"Larger swings in the jet stream allow frigid air from the Arctic to plunge farther south, as well as warm, moist tropical air to penetrate northward," Francis wrote in Yale University's Environment 360 blog. That's pretty much what happened this week, a spectacular collision of Arctic and tropical weather fronts.

A recent article in the journal Oceanography shed more light on the consequences of Arctic ice melt. Charles Greene at Cornell University and others wrote that fundamental changes in the behavior of the jet stream will "stack the deck in favor of severe winter weather outbreaks in the United States and Europe into the foreseeable future."

Urgent remedial action

There needs to be urgent remedial action to mitigate the effects, said Oppenheimer, such as raising subway entrances and reinforcing the lower floors of buildings. At the moment, Oppenheimer said, there's a lot of evaluation of hazards and too little action to address them.

After a sudden deluge in 2007 that closed part of the subway system, the New York Metropolitan Transit Authority committed more than $30 million to raise ventilation grates and redesign the entrances to some subway stations. It's also spent heavily on pumps, but a substantial surge would soon overcome such remedial measures. And beside the subway lines, power transformers and fiber-optic networks are vulnerable to flooding.

More ambitious actions would have far-reaching political and economic consequences. New York State's Sea Level Rise Task Force was created in 2007 and delivered its report to the Legislature on the last day of 2010. Among its key recommendations was greater reliance on natural protection such as marshland and a tightening of zoning laws to prevent the loss of such features.

New York City disagreed with the panel's more critical recommendations, saying it did "not recognize the differences between undeveloped areas and densely populated cities." The city's task force rejected the idea of limiting development as prohibitively expensive.

Other ideas aimed at protecting New York include:

Man-made islands

Douglas Hill of the Storm Surge Research Group at Stony Brook University has proposed a chain of massive sea barriers in Long Island Sound that could be closed to prevent flooding whenever a storm surge threatens.

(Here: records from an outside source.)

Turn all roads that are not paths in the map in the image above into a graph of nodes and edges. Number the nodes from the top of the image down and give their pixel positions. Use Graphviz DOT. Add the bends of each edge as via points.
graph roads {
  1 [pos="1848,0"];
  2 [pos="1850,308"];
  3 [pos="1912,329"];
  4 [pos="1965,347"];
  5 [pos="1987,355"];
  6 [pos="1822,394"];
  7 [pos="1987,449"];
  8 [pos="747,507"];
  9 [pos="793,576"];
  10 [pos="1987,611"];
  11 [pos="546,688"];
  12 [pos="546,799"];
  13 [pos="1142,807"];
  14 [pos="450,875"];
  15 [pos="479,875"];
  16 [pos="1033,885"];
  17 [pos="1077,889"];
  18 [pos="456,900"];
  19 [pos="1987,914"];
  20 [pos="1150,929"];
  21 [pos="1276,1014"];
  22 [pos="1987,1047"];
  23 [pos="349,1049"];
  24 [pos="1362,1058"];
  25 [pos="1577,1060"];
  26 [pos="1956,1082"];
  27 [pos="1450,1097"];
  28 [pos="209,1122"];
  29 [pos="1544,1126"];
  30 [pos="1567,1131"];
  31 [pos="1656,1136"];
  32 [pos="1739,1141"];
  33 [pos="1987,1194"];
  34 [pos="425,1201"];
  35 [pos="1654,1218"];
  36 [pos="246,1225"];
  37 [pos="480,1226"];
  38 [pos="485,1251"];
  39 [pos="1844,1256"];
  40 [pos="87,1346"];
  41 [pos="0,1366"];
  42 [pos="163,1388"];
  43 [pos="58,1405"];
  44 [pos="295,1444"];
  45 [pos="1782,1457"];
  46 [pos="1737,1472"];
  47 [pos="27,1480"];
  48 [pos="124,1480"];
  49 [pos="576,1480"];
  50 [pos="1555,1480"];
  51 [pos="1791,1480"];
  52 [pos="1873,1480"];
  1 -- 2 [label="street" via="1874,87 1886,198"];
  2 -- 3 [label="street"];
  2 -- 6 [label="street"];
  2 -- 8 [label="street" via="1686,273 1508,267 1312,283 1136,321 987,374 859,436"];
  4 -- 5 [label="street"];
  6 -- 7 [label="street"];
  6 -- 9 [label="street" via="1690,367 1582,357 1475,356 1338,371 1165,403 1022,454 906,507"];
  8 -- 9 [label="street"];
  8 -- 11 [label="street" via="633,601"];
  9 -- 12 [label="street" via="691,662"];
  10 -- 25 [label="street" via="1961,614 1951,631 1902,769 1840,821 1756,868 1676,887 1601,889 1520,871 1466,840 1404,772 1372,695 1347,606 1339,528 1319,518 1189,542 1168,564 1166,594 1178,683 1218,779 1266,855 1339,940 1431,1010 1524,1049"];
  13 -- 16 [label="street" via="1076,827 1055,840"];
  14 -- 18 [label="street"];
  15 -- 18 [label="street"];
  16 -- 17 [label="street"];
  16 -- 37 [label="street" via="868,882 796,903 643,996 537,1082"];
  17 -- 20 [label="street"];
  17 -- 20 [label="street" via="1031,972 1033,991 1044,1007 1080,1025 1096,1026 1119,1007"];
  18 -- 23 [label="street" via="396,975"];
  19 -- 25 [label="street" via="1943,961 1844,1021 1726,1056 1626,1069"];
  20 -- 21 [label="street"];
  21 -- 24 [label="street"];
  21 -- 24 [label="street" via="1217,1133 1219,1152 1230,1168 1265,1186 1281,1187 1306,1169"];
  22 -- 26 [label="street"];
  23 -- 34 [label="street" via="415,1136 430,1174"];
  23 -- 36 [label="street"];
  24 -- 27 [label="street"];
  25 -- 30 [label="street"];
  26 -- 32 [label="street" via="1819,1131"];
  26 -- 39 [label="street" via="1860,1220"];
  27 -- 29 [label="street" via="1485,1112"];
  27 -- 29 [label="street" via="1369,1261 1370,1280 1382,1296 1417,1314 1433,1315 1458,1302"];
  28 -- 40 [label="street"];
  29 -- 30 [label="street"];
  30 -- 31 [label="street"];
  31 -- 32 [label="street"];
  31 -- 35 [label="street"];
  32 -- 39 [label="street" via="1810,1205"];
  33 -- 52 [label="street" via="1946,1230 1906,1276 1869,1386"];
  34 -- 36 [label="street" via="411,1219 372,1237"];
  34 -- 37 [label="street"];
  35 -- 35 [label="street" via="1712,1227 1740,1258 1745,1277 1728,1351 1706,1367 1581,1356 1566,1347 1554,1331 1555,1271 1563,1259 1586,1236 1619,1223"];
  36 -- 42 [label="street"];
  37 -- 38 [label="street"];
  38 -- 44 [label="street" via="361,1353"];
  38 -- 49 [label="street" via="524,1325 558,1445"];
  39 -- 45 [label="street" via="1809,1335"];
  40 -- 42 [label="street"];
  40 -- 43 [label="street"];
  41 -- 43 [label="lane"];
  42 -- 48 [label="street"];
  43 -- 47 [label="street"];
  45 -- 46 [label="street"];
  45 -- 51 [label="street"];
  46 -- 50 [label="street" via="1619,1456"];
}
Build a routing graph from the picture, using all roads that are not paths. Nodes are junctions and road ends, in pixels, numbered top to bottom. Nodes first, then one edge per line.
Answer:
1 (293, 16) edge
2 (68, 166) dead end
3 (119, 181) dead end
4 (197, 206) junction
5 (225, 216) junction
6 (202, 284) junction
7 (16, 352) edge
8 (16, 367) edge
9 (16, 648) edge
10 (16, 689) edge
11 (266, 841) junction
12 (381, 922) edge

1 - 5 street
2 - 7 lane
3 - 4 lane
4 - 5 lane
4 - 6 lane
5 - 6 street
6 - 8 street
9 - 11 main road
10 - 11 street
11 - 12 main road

One would be close to the Verrazano-Narrows Bridge. (The Thames Barrier in London performs such a role in a more modest way.) But the cost would probably exceed $10 billion; a barrier in Venice cost $7 billion.

Regulations

-- Another recommendation would be tougher regulations on where industrial and chemical plants can be situated, improving the design of buildings to make lower levels flood-proof (known as freeboard in the insurance industry) and "soft edges" that better break wave action.

Sea walls

-- Stronger and maybe higher sea walls around more vulnerable parts of Manhattan might also help.

The current sea walls are about 4 to 5 feet above the average sea level. Many were built at the beginning of the last century. A New York Times article from August 1901 marveled at "The Massive Sea Wall Which Will Encompass Manhattan."

"It will be many generations, perhaps centuries, before the wall ... will have to be rebuilt or will even require any extensive repairs," the Times reported then. That was before climate change became part of the lexicon. New York City's "Vision 2020" plan warned that sea walls and other shoreline structures are likely to need more frequent repair because of more damaging storms.

Shifting views

Will Sandy drive political debate about climate change?

Doubtful.

According to a recent Pew Research Center poll, 67% of Americans believe the Earth is warming.

That number is up slightly since 2010, but it's 10 percentage points less than in 2006. Among both Democrats and Republicans, the percentage has declined, as has the number (now 64%) who say it's a serious problem.

The lack of debate about climate change in the presidential election campaign has been "unfortunate," said the Nature Conservancy's Marshall.

But Marshall said she believes Americans are getting to the point of recognizing what they see for what it is.